Guida Michelin Italia 2020: chi sono i nuovi Bib Gourmand?

30 Ottobre 2019

Il momento in cui i cuori degli chef e dei ristoratori inizia a fibrillare sta per tornare. Si avvicina infatti l’annuncio delle nuove e consolidate stelle incluse nell’edizione 2020 della Guida Michelin. In anteprima sul lancio della 65esima edizione del famoso elenco, che si terrà a Piacenza il 6 novembre, sono stati svelati i nomi dei ristoranti Bib Gourmand.

Cosa significa Bib Gourmand

I Bib Gourmand sono indicati sulla Guida con la faccia sorridente dell’Omino Michelin, intento a leccarsi i baffi. Questa piccola immagine indica i ristoranti che propongono esperienze a tavola piacevoli con un menu completo a meno di 35 euro. Ma il fattore più importante per ricevere questo speciale riconoscimento è la dimostrazione della passione per il proprio lavoro, che rende unica l’atmosfera dei ristoranti Bib Gourmand.

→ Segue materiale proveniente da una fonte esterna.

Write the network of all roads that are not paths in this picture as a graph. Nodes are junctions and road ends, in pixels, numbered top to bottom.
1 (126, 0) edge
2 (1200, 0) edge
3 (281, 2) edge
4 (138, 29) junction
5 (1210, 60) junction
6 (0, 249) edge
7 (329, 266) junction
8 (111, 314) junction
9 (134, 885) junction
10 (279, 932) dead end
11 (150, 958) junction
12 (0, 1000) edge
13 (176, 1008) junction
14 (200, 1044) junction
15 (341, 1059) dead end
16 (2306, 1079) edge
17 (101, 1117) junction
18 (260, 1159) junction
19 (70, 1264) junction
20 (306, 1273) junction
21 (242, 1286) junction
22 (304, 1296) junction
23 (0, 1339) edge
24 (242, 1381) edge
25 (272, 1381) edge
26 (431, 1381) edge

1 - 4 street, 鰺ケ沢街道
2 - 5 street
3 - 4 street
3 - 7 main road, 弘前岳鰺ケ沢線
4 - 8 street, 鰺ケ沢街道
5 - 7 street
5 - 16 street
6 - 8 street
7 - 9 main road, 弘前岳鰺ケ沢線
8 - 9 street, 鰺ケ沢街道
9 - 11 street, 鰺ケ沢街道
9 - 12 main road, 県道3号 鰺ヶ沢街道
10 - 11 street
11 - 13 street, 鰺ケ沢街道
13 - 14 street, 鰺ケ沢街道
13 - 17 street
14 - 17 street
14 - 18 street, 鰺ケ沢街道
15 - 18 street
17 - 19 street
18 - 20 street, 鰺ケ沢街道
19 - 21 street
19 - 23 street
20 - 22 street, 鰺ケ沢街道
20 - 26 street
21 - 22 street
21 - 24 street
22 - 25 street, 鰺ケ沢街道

Gli ispettori vanno alla ricerca di questi luoghi, perlustrando città e paesi, battendo strade sterrate e percorrendo autostrade.

Novità 2020: i ristoranti asiatici

Nell’edizione 2020, su un totale di 266, ci saranno 25 nuovi Bib Gourmand. È Sergio Lovrinovich, direttore della Guida Michelin Italia, ad annunciare le inclusioni più innovative. Sono stati messi in guida ben tre ristoranti che propongono cucina asiatica: il Kanton Restaurant, a Capriate San Gervasio, che “stupisce per il felice mix tra la tradizione cinese e le cotture all’avanguardia“; Le Nove Scodelle, a Milano, dove “si gustano piatti dell’entroterra cinese della regione del Sichuan“; Green T, a Roma, che “armonizza menu dai profumi d’Oriente e cucina imperiale, ovvero quella che da Mao in poi è diventata la cucina dei banchetti ufficiali“.

I 25 nuovi Bib Gourmand 2020

Tra i 25 nuovi Bib Gourmand ci sono: Osteria del San Giorgio (Genova), Osteria La Torre (Cherasco), Impero (Sizzano), Italia (Quarona), Elisa e Fausto-Locanda Setteca’ (Valdastico), Kurbishof (Anterivo), Alpenrose (Bressanone), La Grotta da 1918 (Sasso Marconi/Mongardino), La Campanara (Galeata), Trattoria Antichi Sapori (Parma), Podere 39 (Firenze), Tipico & La Locanda del Capitano (Montone), Il Tempio del Gusto (Spoleto), Da Gregorio (Morrano Nuovo), l’Oste della Bon’Ora (Grottaferrata), Armando al Pantheon (Roma), Trattoria Pennestri (Roma), Estro (Pescara), Spoon (Teramo), Le Antiche Sere (Lesina), Veneziano (Randazzo), oltre ai sopracitati Kanton Restaurant, Le Nove Scodelle e Green T.

Tra le nuove cucine regionali premiate dai Bib Gourmand, c’è quella dell’Osteria Ophis di Offida, “un suggestivo borgo medievale tra le colline del Piceno, ristorante fedele alle tradizioni locali, dove, però, allo chef piace sempre inventare qualcosa di nuovo“, commenta Lovrinovich. A proposito di cucina regionale, le aree con più Bib Gourmand in Italia sono cinque. Al primo posto c’è l’Emilia Romagna con 33 ristoranti, seguita dal Piemonte, che ne ha 32, e dalla Lombardia con 28 locali. Fuori dal podio c’è la Toscana, con 27 Bib Gourmand, e il Veneto con 22.